A young boy with rash, arthritis, and developmental delay: Monogenic lupus due to DNASE2 gene defect

Abstract

AbstractMonogenic causes are increasingly being recognized in patients with lupus, especially in early‐onset disease. We herein report a boy with a novel mutation in the DNase 2 (DNASE2) gene presenting with monogenic lupus. A 6‐year‐old boy with a global developmental delay with microcephaly presented with chronic febrile illness with anemia, rash, polyarthritis, renal involvement, and hepatosplenomegaly. Laboratory investigations revealed positive antinuclear antibody, high anti‐dsDNA antibody titers, hypocomplementemia, hypergammaglobulinemia, nephrotic range proteinuria, and diffuse proliferative glomerulonephritis.

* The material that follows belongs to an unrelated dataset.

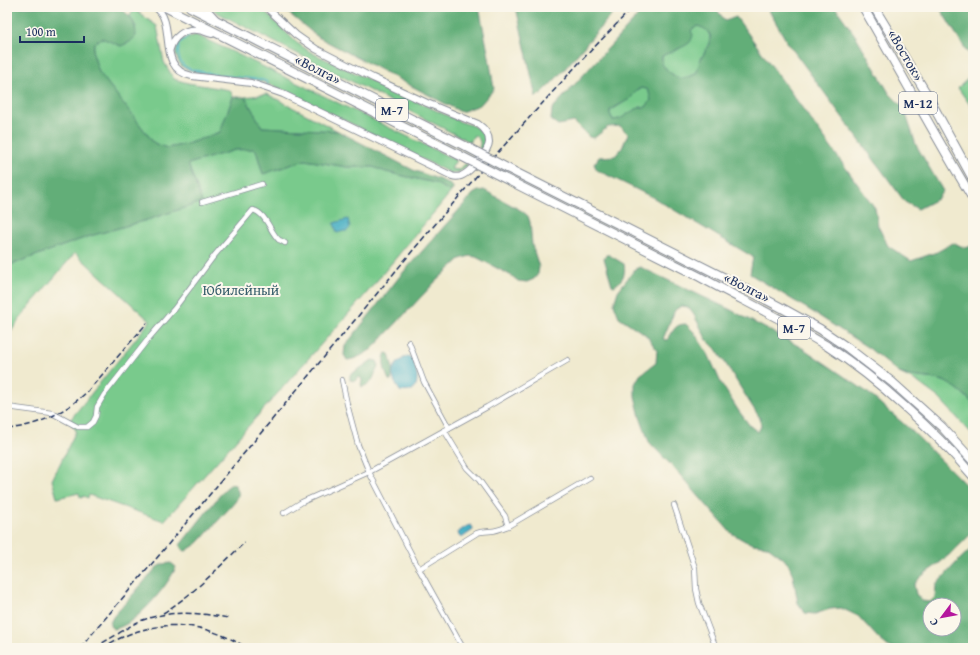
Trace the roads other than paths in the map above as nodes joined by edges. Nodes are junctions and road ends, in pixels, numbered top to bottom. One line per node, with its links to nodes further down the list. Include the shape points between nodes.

Magnetic resonance imaging of brain showed altered signal intensity in subcortical white matter in bilateral fronto‐parieto‐temporal lobes. Targeted next‐generation sequencing revealed a novel pathogenic variant in DNASE2. He was treated with oral prednisolone, mycophenolate mofetil, cyclosporine, and hydroxychloroquine and is doing well on follow up. DNASE2 deficiency has been reported as a rare genetic cause of monogenic lupus. DNASE2 deficiency should be suspected in patients with early‐onset lupus with polyarthritis, erythematous rash, and neurological involvement.